• What you have to do: Check each line below for "Firestone" and say how many have it, with no other words.

• Task data:

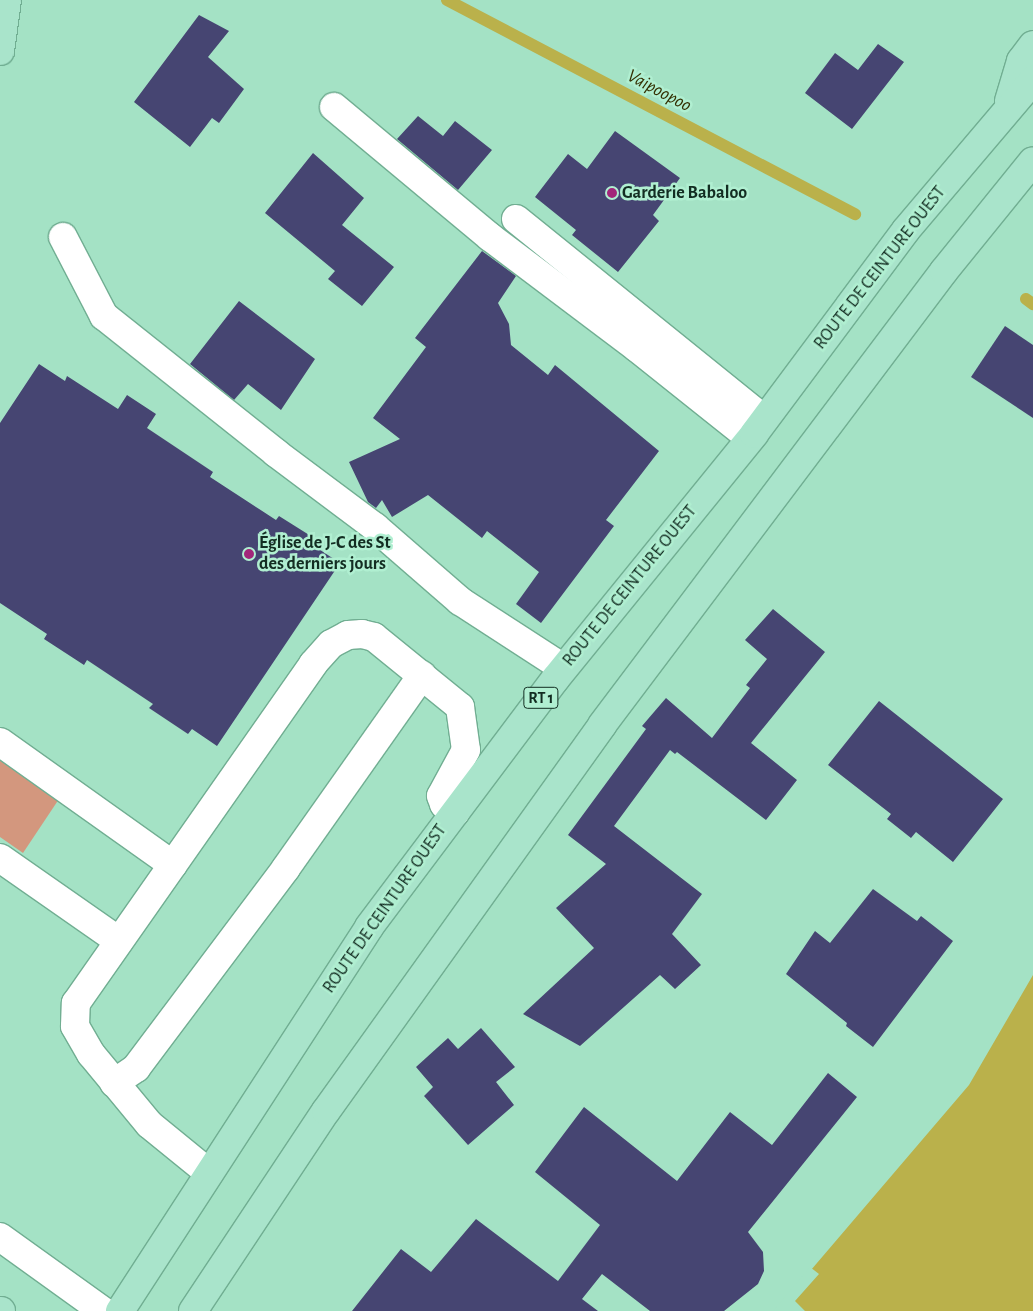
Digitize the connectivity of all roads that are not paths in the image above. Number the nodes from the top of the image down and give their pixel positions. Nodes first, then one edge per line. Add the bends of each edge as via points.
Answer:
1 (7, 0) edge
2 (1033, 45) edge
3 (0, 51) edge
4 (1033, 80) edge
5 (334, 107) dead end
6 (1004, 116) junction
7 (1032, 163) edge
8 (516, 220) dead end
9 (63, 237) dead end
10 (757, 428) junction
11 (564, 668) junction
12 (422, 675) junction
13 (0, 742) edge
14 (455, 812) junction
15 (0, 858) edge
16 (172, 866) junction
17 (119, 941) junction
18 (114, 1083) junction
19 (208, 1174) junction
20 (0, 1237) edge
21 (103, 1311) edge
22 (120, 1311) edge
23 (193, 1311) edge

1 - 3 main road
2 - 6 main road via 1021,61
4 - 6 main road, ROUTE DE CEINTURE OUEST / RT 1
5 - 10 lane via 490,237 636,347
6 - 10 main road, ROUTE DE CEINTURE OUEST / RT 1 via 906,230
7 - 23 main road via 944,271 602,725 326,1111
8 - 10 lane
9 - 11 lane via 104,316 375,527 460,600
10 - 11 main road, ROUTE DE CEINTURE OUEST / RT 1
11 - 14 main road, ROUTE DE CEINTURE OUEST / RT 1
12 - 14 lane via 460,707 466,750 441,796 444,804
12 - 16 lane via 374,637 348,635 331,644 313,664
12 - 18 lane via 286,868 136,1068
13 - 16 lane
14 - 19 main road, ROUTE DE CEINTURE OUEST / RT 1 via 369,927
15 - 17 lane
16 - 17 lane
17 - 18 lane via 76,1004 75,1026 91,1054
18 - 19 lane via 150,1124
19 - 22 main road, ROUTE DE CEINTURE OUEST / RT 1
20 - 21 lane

--

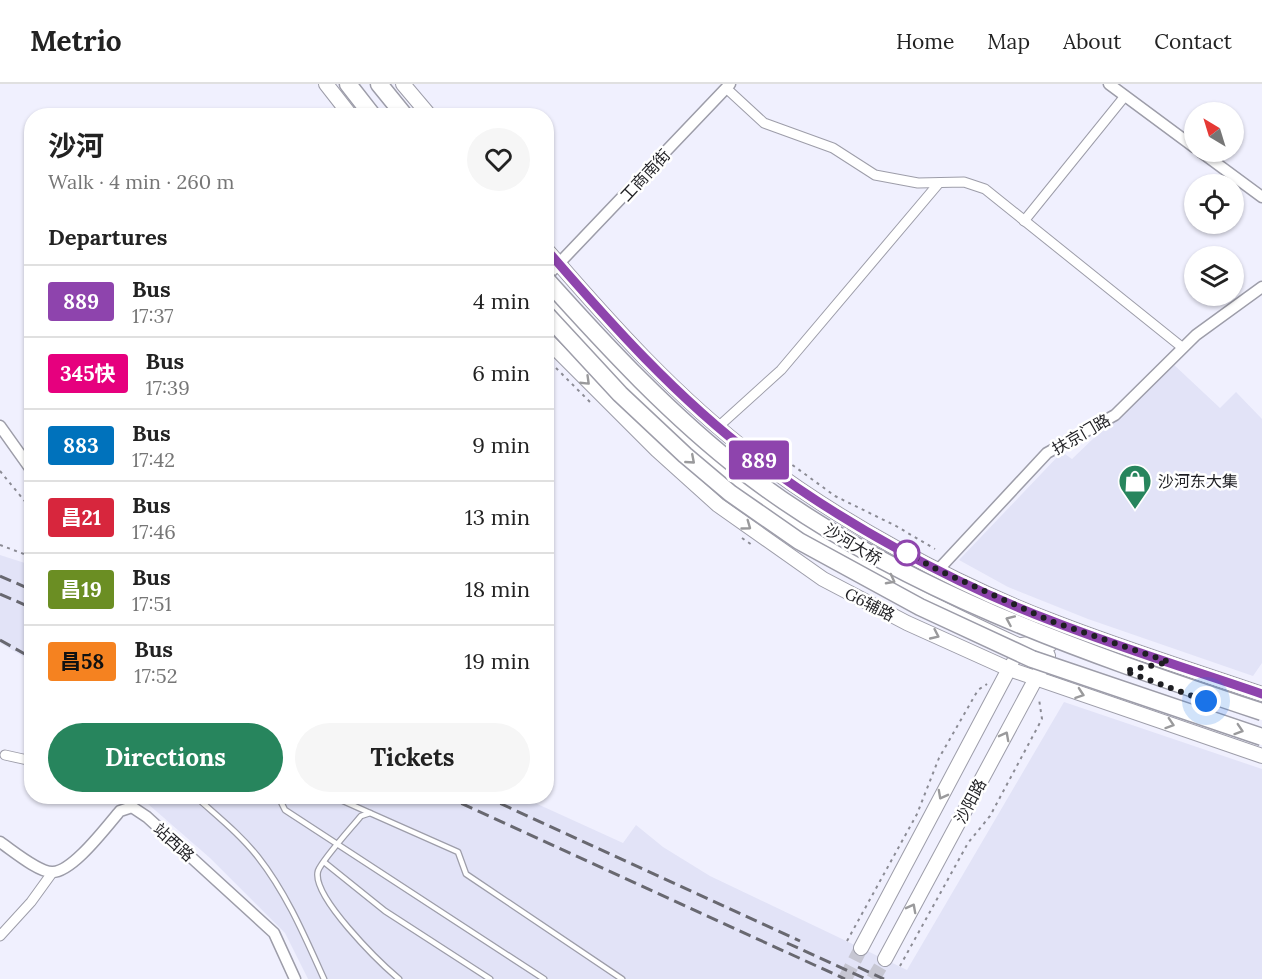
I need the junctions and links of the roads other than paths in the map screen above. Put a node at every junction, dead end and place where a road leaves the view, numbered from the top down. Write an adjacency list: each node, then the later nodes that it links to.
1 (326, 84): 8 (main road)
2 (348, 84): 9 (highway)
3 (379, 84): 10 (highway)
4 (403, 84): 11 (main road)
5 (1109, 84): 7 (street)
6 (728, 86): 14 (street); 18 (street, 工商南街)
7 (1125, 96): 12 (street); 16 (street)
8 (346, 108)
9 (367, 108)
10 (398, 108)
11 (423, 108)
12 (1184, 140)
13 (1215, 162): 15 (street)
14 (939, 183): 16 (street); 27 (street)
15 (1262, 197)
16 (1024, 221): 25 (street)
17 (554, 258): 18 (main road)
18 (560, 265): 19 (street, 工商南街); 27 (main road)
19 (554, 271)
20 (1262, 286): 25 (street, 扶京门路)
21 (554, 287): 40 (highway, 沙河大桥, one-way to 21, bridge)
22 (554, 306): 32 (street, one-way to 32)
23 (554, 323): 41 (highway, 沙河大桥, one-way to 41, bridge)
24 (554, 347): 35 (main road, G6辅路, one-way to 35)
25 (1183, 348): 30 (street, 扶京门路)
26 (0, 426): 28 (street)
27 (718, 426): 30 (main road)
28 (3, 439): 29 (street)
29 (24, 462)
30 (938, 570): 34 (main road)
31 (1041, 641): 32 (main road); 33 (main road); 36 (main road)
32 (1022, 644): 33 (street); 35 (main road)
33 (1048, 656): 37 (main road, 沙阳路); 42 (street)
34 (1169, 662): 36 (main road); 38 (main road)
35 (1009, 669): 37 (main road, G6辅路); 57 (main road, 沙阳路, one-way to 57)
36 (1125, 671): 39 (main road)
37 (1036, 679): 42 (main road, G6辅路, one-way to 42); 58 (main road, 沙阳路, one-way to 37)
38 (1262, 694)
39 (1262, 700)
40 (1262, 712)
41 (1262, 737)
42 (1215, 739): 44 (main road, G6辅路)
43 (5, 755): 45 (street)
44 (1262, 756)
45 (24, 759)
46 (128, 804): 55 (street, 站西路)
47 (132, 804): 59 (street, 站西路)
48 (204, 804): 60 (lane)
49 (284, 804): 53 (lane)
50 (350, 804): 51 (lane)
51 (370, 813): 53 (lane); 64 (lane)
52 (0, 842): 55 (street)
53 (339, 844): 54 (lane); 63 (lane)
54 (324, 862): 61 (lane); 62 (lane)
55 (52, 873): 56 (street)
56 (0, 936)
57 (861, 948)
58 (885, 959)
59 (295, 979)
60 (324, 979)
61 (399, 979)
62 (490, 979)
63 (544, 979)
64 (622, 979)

--

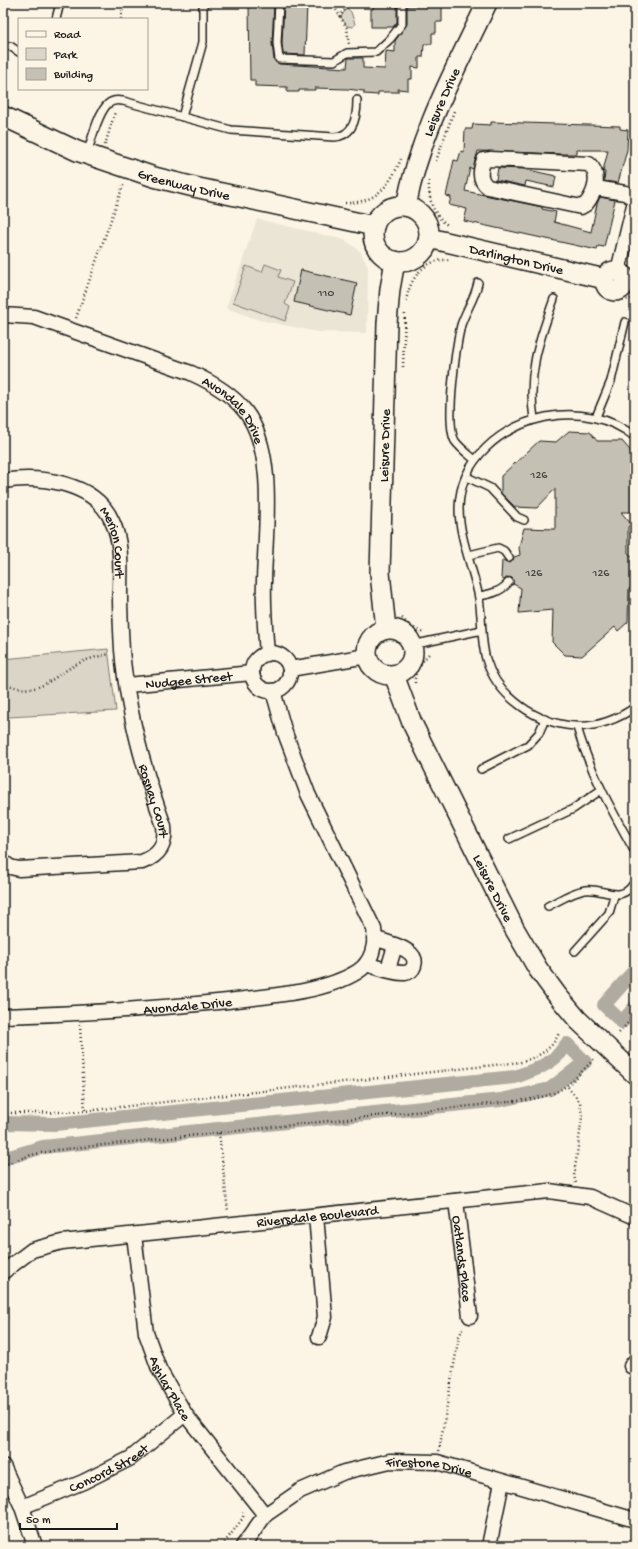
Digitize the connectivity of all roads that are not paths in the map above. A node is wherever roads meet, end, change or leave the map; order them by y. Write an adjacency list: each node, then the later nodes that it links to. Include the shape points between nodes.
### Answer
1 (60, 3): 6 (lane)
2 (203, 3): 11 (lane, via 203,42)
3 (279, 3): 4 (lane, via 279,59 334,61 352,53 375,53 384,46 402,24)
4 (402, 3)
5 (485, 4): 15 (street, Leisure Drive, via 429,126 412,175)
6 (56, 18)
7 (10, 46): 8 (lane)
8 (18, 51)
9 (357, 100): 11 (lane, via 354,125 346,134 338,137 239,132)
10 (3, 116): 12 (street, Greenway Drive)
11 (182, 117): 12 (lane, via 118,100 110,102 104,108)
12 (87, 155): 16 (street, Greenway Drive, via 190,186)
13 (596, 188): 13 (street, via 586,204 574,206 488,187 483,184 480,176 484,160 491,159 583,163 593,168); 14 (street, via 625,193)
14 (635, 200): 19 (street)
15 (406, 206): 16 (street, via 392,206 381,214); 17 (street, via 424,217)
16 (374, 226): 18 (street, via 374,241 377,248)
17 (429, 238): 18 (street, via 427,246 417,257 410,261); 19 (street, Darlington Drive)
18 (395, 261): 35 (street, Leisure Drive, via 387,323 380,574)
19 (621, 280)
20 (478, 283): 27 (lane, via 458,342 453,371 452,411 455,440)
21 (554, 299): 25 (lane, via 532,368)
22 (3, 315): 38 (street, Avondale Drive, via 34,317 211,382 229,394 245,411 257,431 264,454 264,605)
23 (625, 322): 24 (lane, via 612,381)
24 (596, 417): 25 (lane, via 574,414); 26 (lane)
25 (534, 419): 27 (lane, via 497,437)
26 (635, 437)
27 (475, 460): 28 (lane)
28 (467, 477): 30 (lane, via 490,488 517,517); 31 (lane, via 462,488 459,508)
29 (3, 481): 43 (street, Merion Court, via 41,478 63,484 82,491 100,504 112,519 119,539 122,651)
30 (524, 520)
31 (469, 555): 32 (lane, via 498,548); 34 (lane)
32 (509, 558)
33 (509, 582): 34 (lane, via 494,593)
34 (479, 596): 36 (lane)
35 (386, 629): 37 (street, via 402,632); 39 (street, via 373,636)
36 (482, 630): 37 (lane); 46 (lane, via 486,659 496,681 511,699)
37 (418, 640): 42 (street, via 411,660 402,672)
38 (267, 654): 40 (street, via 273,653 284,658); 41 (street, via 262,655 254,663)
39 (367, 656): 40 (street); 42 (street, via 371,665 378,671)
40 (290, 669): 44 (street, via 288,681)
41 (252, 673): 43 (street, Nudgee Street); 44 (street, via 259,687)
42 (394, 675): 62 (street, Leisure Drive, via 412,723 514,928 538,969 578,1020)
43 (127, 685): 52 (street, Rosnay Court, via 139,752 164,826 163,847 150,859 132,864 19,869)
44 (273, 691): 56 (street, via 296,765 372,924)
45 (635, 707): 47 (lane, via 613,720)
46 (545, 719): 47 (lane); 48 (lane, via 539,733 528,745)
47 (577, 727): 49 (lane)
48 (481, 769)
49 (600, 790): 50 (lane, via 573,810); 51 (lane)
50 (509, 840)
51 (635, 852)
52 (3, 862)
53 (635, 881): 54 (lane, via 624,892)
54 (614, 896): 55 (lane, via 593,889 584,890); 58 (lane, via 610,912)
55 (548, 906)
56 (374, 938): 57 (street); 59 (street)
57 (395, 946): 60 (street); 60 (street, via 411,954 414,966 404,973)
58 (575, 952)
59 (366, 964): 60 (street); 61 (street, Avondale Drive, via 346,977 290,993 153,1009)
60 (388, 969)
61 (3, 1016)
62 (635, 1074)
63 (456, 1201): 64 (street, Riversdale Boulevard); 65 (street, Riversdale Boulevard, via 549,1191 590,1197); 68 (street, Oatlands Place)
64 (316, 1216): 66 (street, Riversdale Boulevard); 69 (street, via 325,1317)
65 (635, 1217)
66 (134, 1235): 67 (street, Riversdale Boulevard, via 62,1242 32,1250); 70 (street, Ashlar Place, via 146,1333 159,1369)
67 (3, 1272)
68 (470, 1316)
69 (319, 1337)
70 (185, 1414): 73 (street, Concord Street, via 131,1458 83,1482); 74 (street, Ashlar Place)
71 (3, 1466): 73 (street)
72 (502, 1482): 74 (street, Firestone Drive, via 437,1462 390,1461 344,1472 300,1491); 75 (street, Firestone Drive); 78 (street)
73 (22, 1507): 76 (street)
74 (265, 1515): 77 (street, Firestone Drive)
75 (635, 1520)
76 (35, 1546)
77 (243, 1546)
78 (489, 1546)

• Output below: 2